■ ACTIVITY:
Within the records, which lines hold the string "State"? Report each one by copying it.

■ DATA UNDER STUDY:
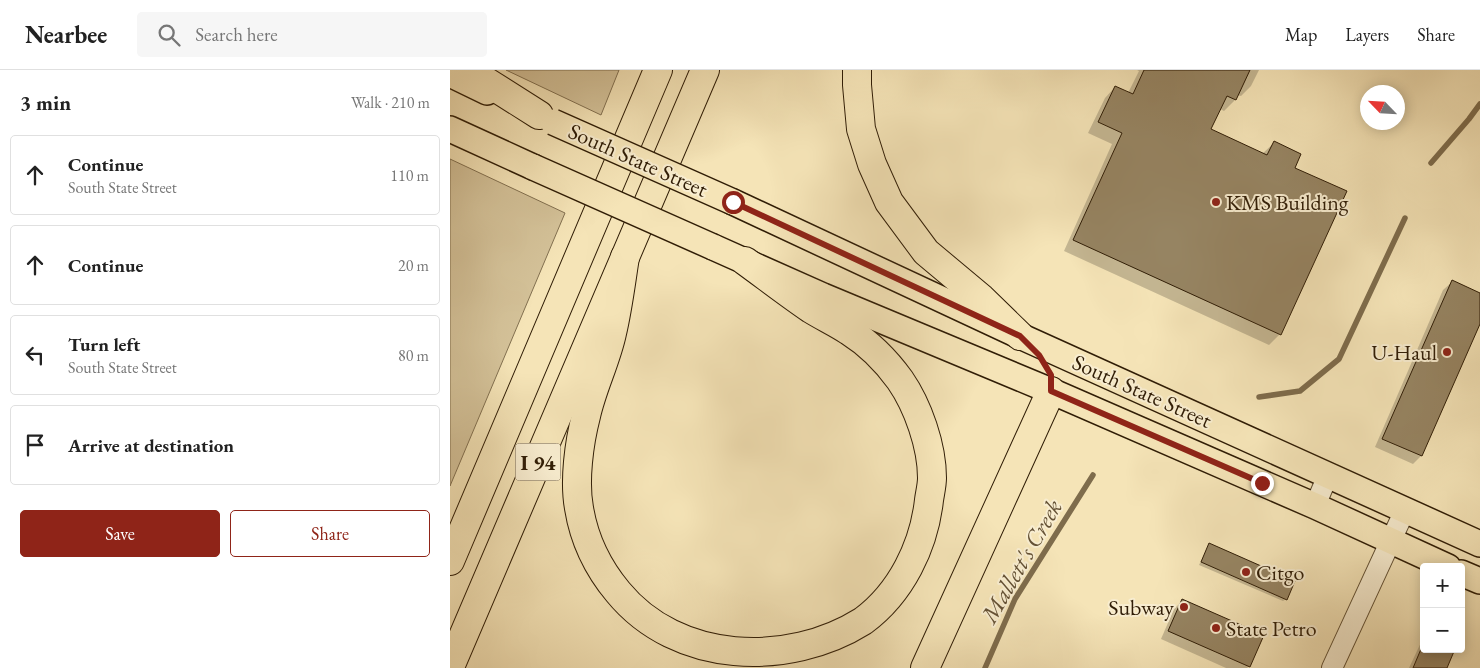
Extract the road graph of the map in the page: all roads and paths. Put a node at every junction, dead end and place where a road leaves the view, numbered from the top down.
1 (468, 70) edge
2 (640, 70) edge
3 (658, 70) edge
4 (705, 70) edge
5 (858, 70) edge
6 (450, 74) edge
7 (546, 119) junction
8 (450, 129) edge
9 (625, 257) junction
10 (745, 261) junction
11 (1020, 336) junction
12 (1051, 391) junction
13 (1328, 475) junction
14 (1315, 506) junction
15 (1405, 510) junction
16 (450, 533) edge
17 (1390, 542) junction
18 (1480, 544) edge
19 (450, 560) edge
20 (1439, 563) edge
21 (1465, 575) edge
22 (1480, 581) edge
23 (450, 667) edge
24 (925, 668) edge
25 (1332, 668) edge

1 - 7 highway
2 - 16 highway
3 - 19 highway, I 94
4 - 9 highway, I 94
5 - 11 highway
6 - 7 main road, South State Street
7 - 11 main road, South State Street, bridge
8 - 10 main road, South State Street, bridge
9 - 10 highway
9 - 23 highway, I 94
10 - 12 main road, South State Street
11 - 12 main road
11 - 13 main road, South State Street
12 - 14 main road, South State Street
12 - 24 highway
13 - 14 street
13 - 15 main road, South State Street
14 - 17 main road, South State Street
15 - 17 street
15 - 18 main road, South State Street
17 - 20 main road, South State Street
17 - 25 street
21 - 22 main road

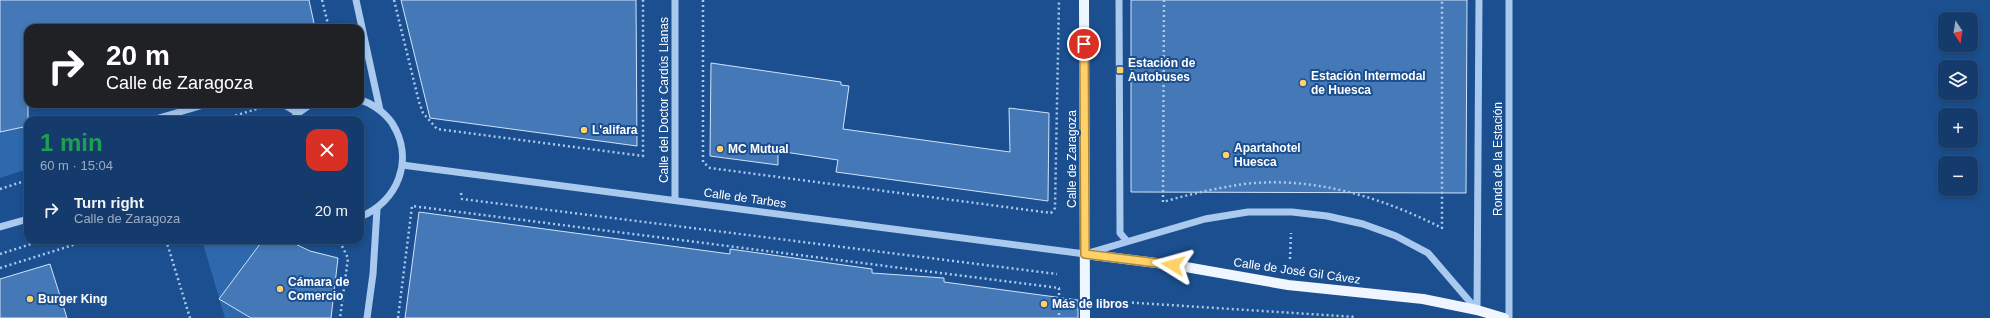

■ REPLY TO THE TASK:
6 - 7 main road, South State Street
7 - 11 main road, South State Street, bridge
8 - 10 main road, South State Street, bridge
10 - 12 main road, South State Street
11 - 13 main road, South State Street
12 - 14 main road, South State Street
13 - 15 main road, South State Street
14 - 17 main road, South State Street
15 - 18 main road, South State Street
17 - 20 main road, South State Street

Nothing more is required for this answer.